» WHAT NEEDS TO BE DONE: Pictures do not belong in the copy; retype the records below exactly.

==== DATA EXCERPTS

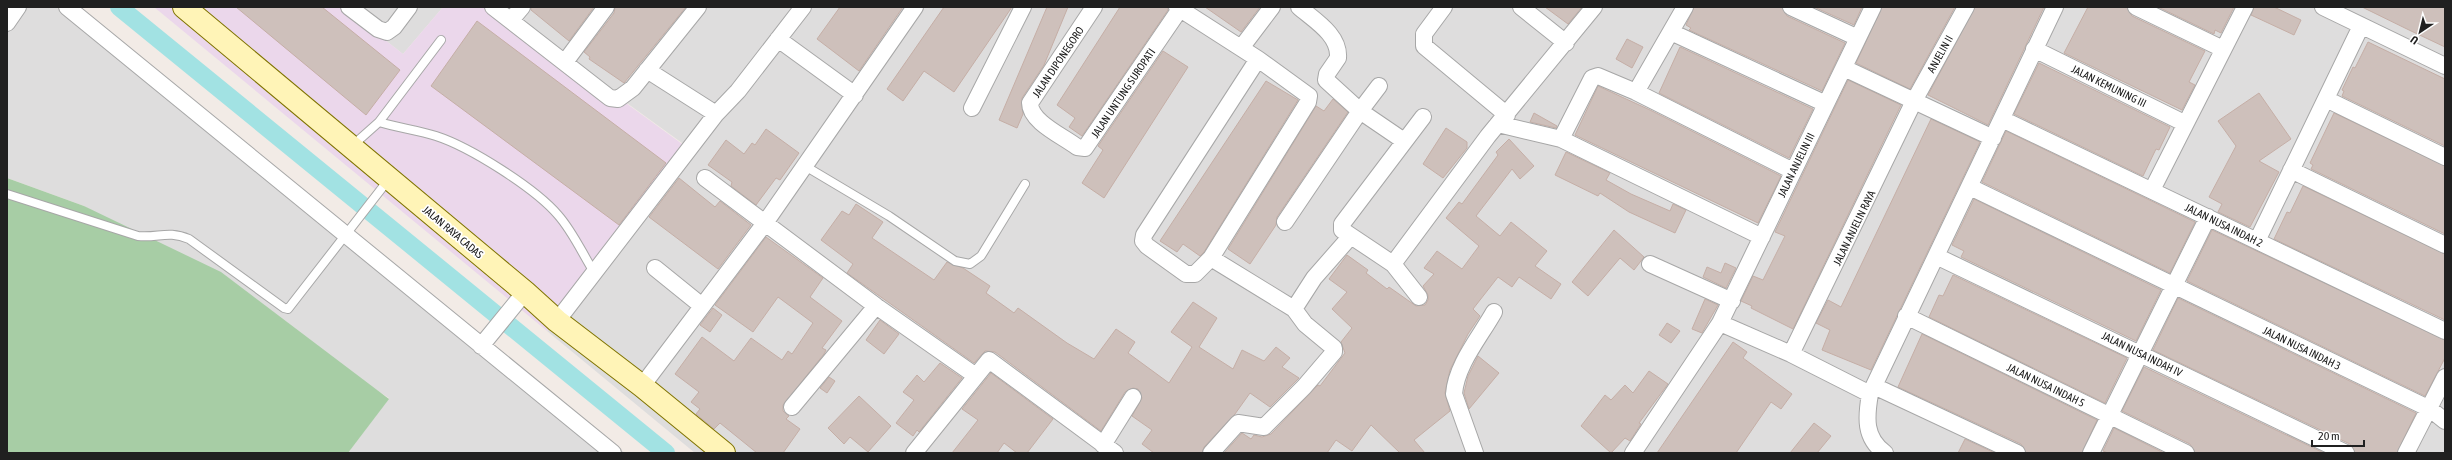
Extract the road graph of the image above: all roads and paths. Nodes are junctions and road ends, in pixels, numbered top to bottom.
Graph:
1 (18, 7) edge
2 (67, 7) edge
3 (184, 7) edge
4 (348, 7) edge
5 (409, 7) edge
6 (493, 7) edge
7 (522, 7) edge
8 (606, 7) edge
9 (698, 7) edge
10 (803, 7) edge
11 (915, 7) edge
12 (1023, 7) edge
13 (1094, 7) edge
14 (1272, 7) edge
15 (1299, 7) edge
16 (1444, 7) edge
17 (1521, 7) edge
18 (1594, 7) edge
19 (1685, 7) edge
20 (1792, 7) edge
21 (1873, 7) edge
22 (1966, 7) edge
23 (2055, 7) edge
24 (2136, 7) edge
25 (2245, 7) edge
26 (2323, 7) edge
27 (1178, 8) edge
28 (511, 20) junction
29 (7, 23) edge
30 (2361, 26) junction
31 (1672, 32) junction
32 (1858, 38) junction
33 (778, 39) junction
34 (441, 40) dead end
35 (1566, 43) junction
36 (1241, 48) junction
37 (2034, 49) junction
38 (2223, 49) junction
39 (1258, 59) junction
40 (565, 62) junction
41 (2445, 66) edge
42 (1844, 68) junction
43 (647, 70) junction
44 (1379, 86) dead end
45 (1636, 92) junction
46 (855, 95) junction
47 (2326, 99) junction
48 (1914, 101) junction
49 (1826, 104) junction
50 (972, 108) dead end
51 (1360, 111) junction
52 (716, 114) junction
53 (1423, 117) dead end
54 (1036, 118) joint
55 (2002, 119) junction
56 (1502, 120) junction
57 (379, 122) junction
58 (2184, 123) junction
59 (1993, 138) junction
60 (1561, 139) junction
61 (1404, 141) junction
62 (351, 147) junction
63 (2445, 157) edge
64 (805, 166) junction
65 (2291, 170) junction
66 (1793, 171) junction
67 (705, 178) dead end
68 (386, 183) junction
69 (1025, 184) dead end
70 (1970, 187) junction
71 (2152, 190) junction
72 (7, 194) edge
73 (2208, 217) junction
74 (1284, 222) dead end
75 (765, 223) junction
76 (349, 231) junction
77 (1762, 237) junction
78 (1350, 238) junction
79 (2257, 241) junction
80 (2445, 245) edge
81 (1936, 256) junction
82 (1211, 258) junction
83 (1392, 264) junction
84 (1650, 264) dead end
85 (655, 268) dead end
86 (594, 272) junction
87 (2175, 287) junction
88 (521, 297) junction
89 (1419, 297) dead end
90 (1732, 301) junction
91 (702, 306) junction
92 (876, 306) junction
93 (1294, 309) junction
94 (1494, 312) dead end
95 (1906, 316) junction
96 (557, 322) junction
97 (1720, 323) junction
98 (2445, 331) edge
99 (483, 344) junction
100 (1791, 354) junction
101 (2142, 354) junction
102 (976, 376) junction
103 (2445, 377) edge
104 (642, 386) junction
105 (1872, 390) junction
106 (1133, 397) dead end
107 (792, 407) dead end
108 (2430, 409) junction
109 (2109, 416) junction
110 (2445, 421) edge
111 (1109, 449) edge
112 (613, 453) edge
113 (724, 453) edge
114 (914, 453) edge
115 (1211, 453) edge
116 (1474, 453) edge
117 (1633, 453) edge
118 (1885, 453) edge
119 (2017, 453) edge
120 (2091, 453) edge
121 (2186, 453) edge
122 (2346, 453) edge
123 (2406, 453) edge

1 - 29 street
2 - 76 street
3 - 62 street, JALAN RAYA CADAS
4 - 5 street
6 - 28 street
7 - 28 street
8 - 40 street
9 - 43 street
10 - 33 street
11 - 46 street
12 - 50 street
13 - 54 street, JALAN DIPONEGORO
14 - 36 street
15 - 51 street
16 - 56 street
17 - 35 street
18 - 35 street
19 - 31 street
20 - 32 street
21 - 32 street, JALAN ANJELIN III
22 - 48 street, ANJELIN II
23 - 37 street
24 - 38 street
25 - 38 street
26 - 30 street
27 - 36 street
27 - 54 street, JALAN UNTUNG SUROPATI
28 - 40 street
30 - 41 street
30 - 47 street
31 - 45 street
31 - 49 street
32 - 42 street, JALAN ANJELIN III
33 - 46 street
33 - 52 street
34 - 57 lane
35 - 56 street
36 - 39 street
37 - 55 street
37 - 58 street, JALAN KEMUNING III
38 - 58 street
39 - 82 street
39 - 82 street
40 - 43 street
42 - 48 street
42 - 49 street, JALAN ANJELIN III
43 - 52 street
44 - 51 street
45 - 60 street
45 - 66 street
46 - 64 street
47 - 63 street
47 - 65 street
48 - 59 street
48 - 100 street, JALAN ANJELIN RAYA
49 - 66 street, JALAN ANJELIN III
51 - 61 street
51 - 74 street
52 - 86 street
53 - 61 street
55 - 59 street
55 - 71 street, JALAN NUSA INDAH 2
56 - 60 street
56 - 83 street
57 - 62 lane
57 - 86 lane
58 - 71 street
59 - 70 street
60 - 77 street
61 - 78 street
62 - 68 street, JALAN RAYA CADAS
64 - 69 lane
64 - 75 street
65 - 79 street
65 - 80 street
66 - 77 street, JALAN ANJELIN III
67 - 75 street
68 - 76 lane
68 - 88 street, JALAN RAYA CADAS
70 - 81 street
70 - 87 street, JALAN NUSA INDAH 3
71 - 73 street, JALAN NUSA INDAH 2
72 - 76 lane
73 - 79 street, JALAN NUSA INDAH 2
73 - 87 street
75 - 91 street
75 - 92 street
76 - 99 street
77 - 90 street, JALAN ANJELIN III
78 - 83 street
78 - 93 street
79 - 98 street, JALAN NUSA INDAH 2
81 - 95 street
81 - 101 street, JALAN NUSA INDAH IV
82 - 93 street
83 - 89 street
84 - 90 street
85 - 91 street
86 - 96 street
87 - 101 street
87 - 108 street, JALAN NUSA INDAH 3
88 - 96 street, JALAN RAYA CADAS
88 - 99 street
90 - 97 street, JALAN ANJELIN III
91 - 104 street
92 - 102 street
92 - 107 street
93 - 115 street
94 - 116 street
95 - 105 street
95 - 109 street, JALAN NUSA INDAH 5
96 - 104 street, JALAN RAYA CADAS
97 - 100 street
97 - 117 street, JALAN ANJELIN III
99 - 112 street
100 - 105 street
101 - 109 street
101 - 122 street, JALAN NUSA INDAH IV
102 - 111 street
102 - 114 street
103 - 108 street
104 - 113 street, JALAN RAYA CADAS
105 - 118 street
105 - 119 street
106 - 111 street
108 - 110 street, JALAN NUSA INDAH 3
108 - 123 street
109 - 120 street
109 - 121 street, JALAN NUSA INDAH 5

========

» PROBLEM SOLUTION:
Extract the road graph of the image above: all roads and paths. Nodes are junctions and road ends, in pixels, numbered top to bottom.
Graph:
1 (18, 7) edge
2 (67, 7) edge
3 (184, 7) edge
4 (348, 7) edge
5 (409, 7) edge
6 (493, 7) edge
7 (522, 7) edge
8 (606, 7) edge
9 (698, 7) edge
10 (803, 7) edge
11 (915, 7) edge
12 (1023, 7) edge
13 (1094, 7) edge
14 (1272, 7) edge
15 (1299, 7) edge
16 (1444, 7) edge
17 (1521, 7) edge
18 (1594, 7) edge
19 (1685, 7) edge
20 (1792, 7) edge
21 (1873, 7) edge
22 (1966, 7) edge
23 (2055, 7) edge
24 (2136, 7) edge
25 (2245, 7) edge
26 (2323, 7) edge
27 (1178, 8) edge
28 (511, 20) junction
29 (7, 23) edge
30 (2361, 26) junction
31 (1672, 32) junction
32 (1858, 38) junction
33 (778, 39) junction
34 (441, 40) dead end
35 (1566, 43) junction
36 (1241, 48) junction
37 (2034, 49) junction
38 (2223, 49) junction
39 (1258, 59) junction
40 (565, 62) junction
41 (2445, 66) edge
42 (1844, 68) junction
43 (647, 70) junction
44 (1379, 86) dead end
45 (1636, 92) junction
46 (855, 95) junction
47 (2326, 99) junction
48 (1914, 101) junction
49 (1826, 104) junction
50 (972, 108) dead end
51 (1360, 111) junction
52 (716, 114) junction
53 (1423, 117) dead end
54 (1036, 118) joint
55 (2002, 119) junction
56 (1502, 120) junction
57 (379, 122) junction
58 (2184, 123) junction
59 (1993, 138) junction
60 (1561, 139) junction
61 (1404, 141) junction
62 (351, 147) junction
63 (2445, 157) edge
64 (805, 166) junction
65 (2291, 170) junction
66 (1793, 171) junction
67 (705, 178) dead end
68 (386, 183) junction
69 (1025, 184) dead end
70 (1970, 187) junction
71 (2152, 190) junction
72 (7, 194) edge
73 (2208, 217) junction
74 (1284, 222) dead end
75 (765, 223) junction
76 (349, 231) junction
77 (1762, 237) junction
78 (1350, 238) junction
79 (2257, 241) junction
80 (2445, 245) edge
81 (1936, 256) junction
82 (1211, 258) junction
83 (1392, 264) junction
84 (1650, 264) dead end
85 (655, 268) dead end
86 (594, 272) junction
87 (2175, 287) junction
88 (521, 297) junction
89 (1419, 297) dead end
90 (1732, 301) junction
91 (702, 306) junction
92 (876, 306) junction
93 (1294, 309) junction
94 (1494, 312) dead end
95 (1906, 316) junction
96 (557, 322) junction
97 (1720, 323) junction
98 (2445, 331) edge
99 (483, 344) junction
100 (1791, 354) junction
101 (2142, 354) junction
102 (976, 376) junction
103 (2445, 377) edge
104 (642, 386) junction
105 (1872, 390) junction
106 (1133, 397) dead end
107 (792, 407) dead end
108 (2430, 409) junction
109 (2109, 416) junction
110 (2445, 421) edge
111 (1109, 449) edge
112 (613, 453) edge
113 (724, 453) edge
114 (914, 453) edge
115 (1211, 453) edge
116 (1474, 453) edge
117 (1633, 453) edge
118 (1885, 453) edge
119 (2017, 453) edge
120 (2091, 453) edge
121 (2186, 453) edge
122 (2346, 453) edge
123 (2406, 453) edge

1 - 29 street
2 - 76 street
3 - 62 street, JALAN RAYA CADAS
4 - 5 street
6 - 28 street
7 - 28 street
8 - 40 street
9 - 43 street
10 - 33 street
11 - 46 street
12 - 50 street
13 - 54 street, JALAN DIPONEGORO
14 - 36 street
15 - 51 street
16 - 56 street
17 - 35 street
18 - 35 street
19 - 31 street
20 - 32 street
21 - 32 street, JALAN ANJELIN III
22 - 48 street, ANJELIN II
23 - 37 street
24 - 38 street
25 - 38 street
26 - 30 street
27 - 36 street
27 - 54 street, JALAN UNTUNG SUROPATI
28 - 40 street
30 - 41 street
30 - 47 street
31 - 45 street
31 - 49 street
32 - 42 street, JALAN ANJELIN III
33 - 46 street
33 - 52 street
34 - 57 lane
35 - 56 street
36 - 39 street
37 - 55 street
37 - 58 street, JALAN KEMUNING III
38 - 58 street
39 - 82 street
39 - 82 street
40 - 43 street
42 - 48 street
42 - 49 street, JALAN ANJELIN III
43 - 52 street
44 - 51 street
45 - 60 street
45 - 66 street
46 - 64 street
47 - 63 street
47 - 65 street
48 - 59 street
48 - 100 street, JALAN ANJELIN RAYA
49 - 66 street, JALAN ANJELIN III
51 - 61 street
51 - 74 street
52 - 86 street
53 - 61 street
55 - 59 street
55 - 71 street, JALAN NUSA INDAH 2
56 - 60 street
56 - 83 street
57 - 62 lane
57 - 86 lane
58 - 71 street
59 - 70 street
60 - 77 street
61 - 78 street
62 - 68 street, JALAN RAYA CADAS
64 - 69 lane
64 - 75 street
65 - 79 street
65 - 80 street
66 - 77 street, JALAN ANJELIN III
67 - 75 street
68 - 76 lane
68 - 88 street, JALAN RAYA CADAS
70 - 81 street
70 - 87 street, JALAN NUSA INDAH 3
71 - 73 street, JALAN NUSA INDAH 2
72 - 76 lane
73 - 79 street, JALAN NUSA INDAH 2
73 - 87 street
75 - 91 street
75 - 92 street
76 - 99 street
77 - 90 street, JALAN ANJELIN III
78 - 83 street
78 - 93 street
79 - 98 street, JALAN NUSA INDAH 2
81 - 95 street
81 - 101 street, JALAN NUSA INDAH IV
82 - 93 street
83 - 89 street
84 - 90 street
85 - 91 street
86 - 96 street
87 - 101 street
87 - 108 street, JALAN NUSA INDAH 3
88 - 96 street, JALAN RAYA CADAS
88 - 99 street
90 - 97 street, JALAN ANJELIN III
91 - 104 street
92 - 102 street
92 - 107 street
93 - 115 street
94 - 116 street
95 - 105 street
95 - 109 street, JALAN NUSA INDAH 5
96 - 104 street, JALAN RAYA CADAS
97 - 100 street
97 - 117 street, JALAN ANJELIN III
99 - 112 street
100 - 105 street
101 - 109 street
101 - 122 street, JALAN NUSA INDAH IV
102 - 111 street
102 - 114 street
103 - 108 street
104 - 113 street, JALAN RAYA CADAS
105 - 118 street
105 - 119 street
106 - 111 street
108 - 110 street, JALAN NUSA INDAH 3
108 - 123 street
109 - 120 street
109 - 121 street, JALAN NUSA INDAH 5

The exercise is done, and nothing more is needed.